CS243263B1 - Steel for production of melted salts' corrosive medium resisting component parts - Google Patents

Abstract

Steel for making parts resistant aggressive environment of molten salts at temperatures of 1200 ° C and above, especially protective thermocouple housings used for temperature measurement and control, eg molten salt baths. The steel according to the invention is characterized in that it contains by weight 0.03 to 0.09% carbon, max 1.5% 1.0% silicon, 20.0 to 23.0 percent chromium, 31.0 to 35.0% nickel 0.20 up to 0.60% titanium, 0.20 to 0.60% aluminum, max 0.035% phosphorus and max. 0.015% sulfur and the remainder to 100% iron

Description

The invention relates to steel for the production of components resistant to the aggressive environment of molten salts at temperatures of 1200 ° C and above, in particular protective housings of thermocouples used for temperature measurement and control, eg molten salt baths.

Molten salt baths are used to accurately heat steels, especially tool steels, before quenching. The bath temperature reaches values up to 1200 ° C and above and the accuracy requirement is + 5 ° C from the nominal bath temperature. The salt used for this purpose contains barium chloride and borax.

Presently, immersion thermocouples housed in protective housings are used to control and control furnaces with resistively heated molten salt baths. Until now, protective sleeves of various materials have been used but do not reach the necessary service life. The life of the pure iron protective sleeve at a melted salt bath temperature of 1200 ° C is a maximum of 24 hours. The life of the steel protective sleeves used up to now is 30 to 60 hours. This low lifetime of the thermocouple sheaths immersed in molten salts is due to both the dissolution of the material in the molten salt bath and the diffusion of the salt-containing elements into the sheath material. Cathodic protection of metallic protective sleeve materials is used to alleviate these phenomena and slow down the corrosion process. This protection increases the life of the protective sleeves by 30 to 60%, but after this time the protective sleeve is completely degraded, along with the built-in thermocouple. The main disadvantage, however, is that even this increased lifetime will not cover the entire kiln campaign, which lasts 200 hours.

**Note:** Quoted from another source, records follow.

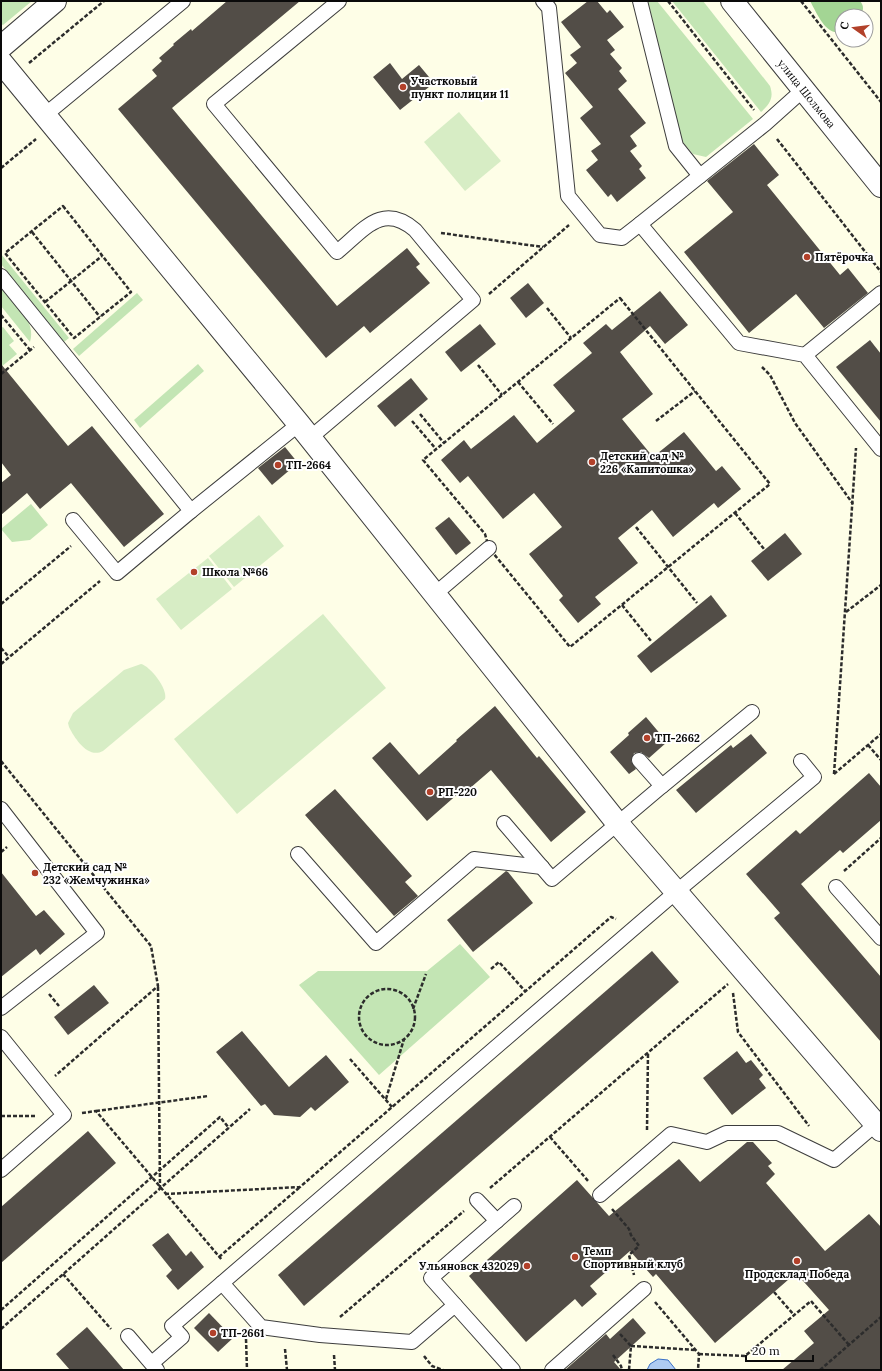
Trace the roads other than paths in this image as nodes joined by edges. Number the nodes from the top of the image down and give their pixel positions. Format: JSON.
{"nodes":[{"id":1,"x":55,"y":1,"type":"edge"},
{"id":2,"x":183,"y":1,"type":"edge"},
{"id":3,"x":339,"y":1,"type":"edge"},
{"id":4,"x":543,"y":1,"type":"edge"},
{"id":5,"x":640,"y":1,"type":"edge"},
{"id":6,"x":732,"y":1,"type":"edge"},
{"id":7,"x":1,"y":47,"type":"edge"},
{"id":8,"x":7,"y":69,"type":"edge"},
{"id":9,"x":803,"y":90,"type":"junction"},
{"id":10,"x":49,"y":120,"type":"junction"},
{"id":11,"x":700,"y":176,"type":"junction"},
{"id":12,"x":881,"y":186,"type":"edge"},
{"id":13,"x":640,"y":224,"type":"junction"},
{"id":14,"x":1,"y":276,"type":"edge"},
{"id":15,"x":881,"y":293,"type":"edge"},
{"id":16,"x":805,"y":355,"type":"junction"},
{"id":17,"x":304,"y":431,"type":"junction"},
{"id":18,"x":881,"y":450,"type":"edge"},
{"id":19,"x":192,"y":511,"type":"junction"},
{"id":20,"x":74,"y":520,"type":"dead end"},
{"id":21,"x":490,"y":548,"type":"road end"},
{"id":22,"x":435,"y":594,"type":"junction"},
{"id":23,"x":752,"y":712,"type":"dead end"},
{"id":24,"x":639,"y":760,"type":"dead end"},
{"id":25,"x":801,"y":761,"type":"dead end"},
{"id":26,"x":662,"y":786,"type":"junction"},
{"id":27,"x":1,"y":809,"type":"edge"},
{"id":28,"x":504,"y":823,"type":"dead end"},
{"id":29,"x":618,"y":824,"type":"junction"},
{"id":30,"x":298,"y":854,"type":"dead end"},
{"id":31,"x":542,"y":867,"type":"junction"},
{"id":32,"x":836,"y":887,"type":"dead end"},
{"id":33,"x":676,"y":892,"type":"junction"},
{"id":34,"x":881,"y":938,"type":"edge"},
{"id":35,"x":1,"y":1008,"type":"edge"},
{"id":36,"x":1,"y":1037,"type":"edge"},
{"id":37,"x":879,"y":1127,"type":"edge"},
{"id":38,"x":1,"y":1170,"type":"edge"},
{"id":39,"x":600,"y":1195,"type":"road end"},
{"id":40,"x":477,"y":1200,"type":"road end"},
{"id":41,"x":514,"y":1206,"type":"dead end"},
{"id":42,"x":496,"y":1221,"type":"junction"},
{"id":43,"x":222,"y":1283,"type":"junction"},
{"id":44,"x":640,"y":1285,"type":"road end"},
{"id":45,"x":455,"y":1305,"type":"junction"},
{"id":46,"x":122,"y":1335,"type":"road end"},
{"id":47,"x":155,"y":1367,"type":"edge"},
{"id":48,"x":512,"y":1370,"type":"edge"},
{"id":49,"x":552,"y":1370,"type":"edge"}],
"edges":[{"from":1,"to":7,"type":"street"},
{"from":2,"to":10,"type":"lane"},
{"from":3,"to":17,"type":"lane"},
{"from":4,"to":13,"type":"lane"},
{"from":5,"to":11,"type":"lane"},
{"from":6,"to":9,"type":"street","name":"улица Шолмова"},
{"from":8,"to":10,"type":"street"},
{"from":9,"to":11,"type":"lane"},
{"from":9,"to":12,"type":"street","name":"улица Шолмова"},
{"from":10,"to":17,"type":"street"},
{"from":11,"to":13,"type":"lane"},
{"from":13,"to":16,"type":"lane"},
{"from":14,"to":19,"type":"lane"},
{"from":15,"to":16,"type":"lane"},
{"from":16,"to":18,"type":"lane"},
{"from":17,"to":19,"type":"lane"},
{"from":17,"to":22,"type":"street"},
{"from":19,"to":20,"type":"lane"},
{"from":21,"to":22,"type":"lane"},
{"from":22,"to":29,"type":"street"},
{"from":23,"to":26,"type":"lane"},
{"from":24,"to":26,"type":"lane"},
{"from":25,"to":33,"type":"lane"},
{"from":26,"to":29,"type":"lane"},
{"from":27,"to":35,"type":"lane"},
{"from":28,"to":31,"type":"lane"},
{"from":29,"to":31,"type":"lane"},
{"from":29,"to":33,"type":"street"},
{"from":30,"to":31,"type":"lane"},
{"from":32,"to":34,"type":"lane"},
{"from":33,"to":37,"type":"street"},
{"from":33,"to":43,"type":"lane"},
{"from":36,"to":38,"type":"lane"},
{"from":37,"to":39,"type":"lane"},
{"from":40,"to":42,"type":"lane"},
{"from":41,"to":42,"type":"lane"},
{"from":42,"to":45,"type":"lane"},
{"from":43,"to":45,"type":"lane"},
{"from":43,"to":47,"type":"lane"},
{"from":44,"to":49,"type":"lane"},
{"from":45,"to":48,"type":"lane"},
{"from":46,"to":47,"type":"lane"}]}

Disadvantages of the prior art eliminate steel for the production of components resistant to the aggressive environment of molten salts at temperatures of 1200 ° C and above, in particular for the manufacture of thermocouple sheaths according to the invention, which is based on:

that the steel contains 0.03 to 0.09% by weight of carbon, max. 1.5% of manganese, max. 1.0% of silicon, 20.0 to 23.0% of chromium, 31.0 to 35, 0% nickel, 0.20-0.60% titanium, 0.20-0.60% aluminum, max. 0.035% phosphorus, max. 0.015% sulfur, and the remainder to 100 percent is iron.

The advantage of the steel according to the invention is that it resists the combined corrosion stresses under the simultaneous action of high temperatures and the caustic effect of the molten salt baths. Thermocouple sheaths and other components exposed to these operating conditions and made of steel according to the invention exhibit a significantly longer service life than those made from materials used hitherto. This increased service life in the case of thermocouple sheaths exceeds the requirements for service life.

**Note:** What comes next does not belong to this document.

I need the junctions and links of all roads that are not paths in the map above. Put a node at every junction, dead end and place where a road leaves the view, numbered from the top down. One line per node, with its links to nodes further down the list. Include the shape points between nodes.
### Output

As a specific example of a steel according to the invention, steel containing 0.06% carbon, 1.3% manganese, 0.09% silicon, 21% chromium, 33% nickel, 0.40% titanium, 0.40 % aluminum, 0.030% phosphorus, 0.009% sulfur, and the remainder to 100% iron. This steel exhibited the following mechanical properties: yield strength 180 MPa, tensile strength 520 MPa, elongation 38%, contraction 45 percent, notched toughness KUC 3 - 320 J / cm ² . The specific gravity is 7.95 kg / dm ³ . The thermocouple casing made of this steel has shown a service life of more than 200 hours under operating conditions, ie its service life has exceeded the duration of the furnace campaign.

The inner diameter of the thermocouple sheath was 18 mm, the outer diameter was 30 mm and austenitizing annealing was performed before use. It was also protected by a cathodic protection during salt bath operation. After removal and metallographic examination, a sufficiently strong corrosion-free layer of the protective sleeve was found.

Claims (1)

Steel for the manufacture of components resistant to the aggressive environment of molten salts at temperatures of 1 200 ° C and above, in particular for the manufacture of thermocouple sheaths, characterized in that it contains by weight 0,03 to 0,09% carbon, max. 1,5% of manganese, max 1.0 ° / o silicon, 20.0 to 23.0% chromium, 31.0 to 35.0% nickel, 0.20 to 0.60% / titanium, 0.20 to 0 60% aluminum, max. 0.035% phosphorus, max. 0.015% sulfur and the remainder up to 100% iron.